Information-Scrambling-Enhanced Quantum Sensing Beyond the Standard Quantum Limit
Yangyang Ge, Haoyu Zhou, Wen Zheng, Xiang-Min Yu, Wei Fang, Zhenchuan Zhang, Wanli Huang, Xiang Deng, Haoyang Cai, Xianke Li, Kun Zhou, Hanxin Che, Tao Zhang, Lichang Ji, Yu Zhang, Jie Zhao, Shao-Xiong Li, Xinsheng Tan, Yang Yu
TL;DR
This work tackles the quantum sensing challenge of decoherence and entanglement generation at scale by introducing butterfly metrology, a scrambling-enhanced protocol that converts local interactions into delocalized, metrologically useful correlations. Implemented on a 9-qubit cross-shaped superconducting processor, the protocol uses forward and backward evolution to create a butterfly state and employs Loschmidt echo and out-of-time-ordered correlators (OTOCs) to quantify information scrambling. The experiment demonstrates sensing beyond the standard quantum limit (SQL) with a maximal inverse sensitivity of $1/\eta = 3.78$ for $N=9$, approaching the bound $\eta \approx 2/N$ (i.e., $1/\eta \approx N/2$), and shows robustness to both coherent control errors and probe noise. These results establish a scalable, noise-resilient path toward practical quantum sensing advantages via scrambling across programmable quantum processors.
Abstract
Quantum sensing promises measurement precision beyond classical limits, but its practical realization is often hindered by decoherence and the challenges of generating and stabilizing entanglement in large-scale systems. Here, we experimentally demonstrate a scalable, scrambling-enhanced quantum sensing protocol, referred to as butterfly metrology, implemented on a cross-shaped superconducting quantum processor.

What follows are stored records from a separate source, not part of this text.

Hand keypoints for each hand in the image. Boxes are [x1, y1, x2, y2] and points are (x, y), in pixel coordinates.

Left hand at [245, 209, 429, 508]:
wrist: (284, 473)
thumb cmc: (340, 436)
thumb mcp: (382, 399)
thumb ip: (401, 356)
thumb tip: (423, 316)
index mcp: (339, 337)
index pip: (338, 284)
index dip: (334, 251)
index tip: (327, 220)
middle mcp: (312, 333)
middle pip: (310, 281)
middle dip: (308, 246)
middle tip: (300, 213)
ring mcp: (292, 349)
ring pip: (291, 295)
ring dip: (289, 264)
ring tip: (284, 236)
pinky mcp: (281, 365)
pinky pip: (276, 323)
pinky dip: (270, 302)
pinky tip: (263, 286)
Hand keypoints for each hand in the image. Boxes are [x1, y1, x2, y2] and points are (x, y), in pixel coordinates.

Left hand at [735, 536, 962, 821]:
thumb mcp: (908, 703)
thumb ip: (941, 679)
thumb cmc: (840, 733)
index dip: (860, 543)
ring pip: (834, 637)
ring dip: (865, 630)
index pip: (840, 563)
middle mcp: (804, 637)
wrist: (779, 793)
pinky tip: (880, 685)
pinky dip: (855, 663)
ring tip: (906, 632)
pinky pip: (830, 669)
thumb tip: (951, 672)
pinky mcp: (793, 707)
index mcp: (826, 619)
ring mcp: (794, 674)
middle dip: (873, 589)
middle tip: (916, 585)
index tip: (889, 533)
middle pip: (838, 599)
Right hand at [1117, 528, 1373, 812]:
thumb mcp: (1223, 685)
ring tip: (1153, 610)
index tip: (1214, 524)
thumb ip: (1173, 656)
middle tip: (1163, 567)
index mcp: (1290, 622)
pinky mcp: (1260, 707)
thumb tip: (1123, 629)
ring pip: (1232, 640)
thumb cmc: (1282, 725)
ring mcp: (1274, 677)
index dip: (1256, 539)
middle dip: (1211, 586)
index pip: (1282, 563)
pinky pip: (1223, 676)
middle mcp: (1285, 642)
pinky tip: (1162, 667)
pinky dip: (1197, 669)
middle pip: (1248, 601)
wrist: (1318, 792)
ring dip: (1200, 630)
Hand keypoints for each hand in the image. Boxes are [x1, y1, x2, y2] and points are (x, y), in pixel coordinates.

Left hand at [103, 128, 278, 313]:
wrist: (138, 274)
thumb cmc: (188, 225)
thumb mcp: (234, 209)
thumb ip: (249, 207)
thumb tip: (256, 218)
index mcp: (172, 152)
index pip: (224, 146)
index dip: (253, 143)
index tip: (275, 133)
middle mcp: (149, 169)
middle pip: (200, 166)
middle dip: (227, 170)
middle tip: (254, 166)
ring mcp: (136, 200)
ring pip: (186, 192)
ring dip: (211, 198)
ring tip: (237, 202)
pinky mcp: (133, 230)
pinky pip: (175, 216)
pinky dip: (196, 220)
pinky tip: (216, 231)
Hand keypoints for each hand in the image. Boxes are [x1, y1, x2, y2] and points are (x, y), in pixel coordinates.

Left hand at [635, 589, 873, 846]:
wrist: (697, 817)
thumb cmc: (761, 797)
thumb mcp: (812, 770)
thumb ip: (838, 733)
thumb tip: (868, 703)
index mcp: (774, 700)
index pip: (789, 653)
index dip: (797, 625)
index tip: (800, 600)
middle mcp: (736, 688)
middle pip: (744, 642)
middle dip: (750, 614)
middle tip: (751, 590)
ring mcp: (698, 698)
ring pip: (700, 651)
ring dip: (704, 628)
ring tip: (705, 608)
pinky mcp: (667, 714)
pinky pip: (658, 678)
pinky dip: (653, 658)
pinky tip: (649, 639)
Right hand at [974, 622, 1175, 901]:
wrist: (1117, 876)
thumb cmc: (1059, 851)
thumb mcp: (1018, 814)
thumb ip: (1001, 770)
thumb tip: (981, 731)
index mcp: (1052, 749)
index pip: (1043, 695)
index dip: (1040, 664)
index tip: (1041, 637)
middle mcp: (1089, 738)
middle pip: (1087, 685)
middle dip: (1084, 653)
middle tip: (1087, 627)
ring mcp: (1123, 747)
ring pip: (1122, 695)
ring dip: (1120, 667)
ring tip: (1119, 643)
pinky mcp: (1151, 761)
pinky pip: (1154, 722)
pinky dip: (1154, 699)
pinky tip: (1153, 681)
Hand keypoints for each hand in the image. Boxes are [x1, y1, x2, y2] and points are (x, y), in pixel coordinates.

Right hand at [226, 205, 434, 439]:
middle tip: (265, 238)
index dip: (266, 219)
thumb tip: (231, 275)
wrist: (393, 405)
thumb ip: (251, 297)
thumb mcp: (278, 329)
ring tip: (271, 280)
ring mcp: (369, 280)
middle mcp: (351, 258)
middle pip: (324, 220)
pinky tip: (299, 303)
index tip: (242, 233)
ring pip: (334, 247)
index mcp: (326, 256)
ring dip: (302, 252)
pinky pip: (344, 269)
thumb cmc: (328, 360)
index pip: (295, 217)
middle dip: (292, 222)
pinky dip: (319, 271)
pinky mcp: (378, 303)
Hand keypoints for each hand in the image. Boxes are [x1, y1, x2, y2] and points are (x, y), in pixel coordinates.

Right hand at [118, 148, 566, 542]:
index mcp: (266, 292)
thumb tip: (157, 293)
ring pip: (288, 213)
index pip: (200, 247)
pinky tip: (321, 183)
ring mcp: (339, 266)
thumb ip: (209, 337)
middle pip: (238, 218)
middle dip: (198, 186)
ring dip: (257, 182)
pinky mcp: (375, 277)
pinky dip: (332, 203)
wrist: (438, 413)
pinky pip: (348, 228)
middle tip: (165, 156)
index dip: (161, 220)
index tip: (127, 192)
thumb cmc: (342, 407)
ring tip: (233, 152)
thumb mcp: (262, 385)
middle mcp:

By harnessing quantum information scrambling, the protocol converts local interactions into delocalized metrologically useful correlations, enabling robust signal amplification through interference of the scrambled and polarized quantum states. We validate the time-reversal ability via Loschmidt echo measurements and quantify the information scrambling through out-of-time-ordered correlators, establishing the essential quantum resources of our protocol. Our measurements reveal that the sensing sensitivity surpasses the standard quantum limit (SQL) with increasing qubit number, reaching 3.78 in a 9-qubit configuration, compared to the SQL of 3.0. The scheme further exhibits inherent robustness to coherent control errors and probed signal noise. This work demonstrates a readily scalable path toward practical quantum sensing advantages with prevalent experimental platforms.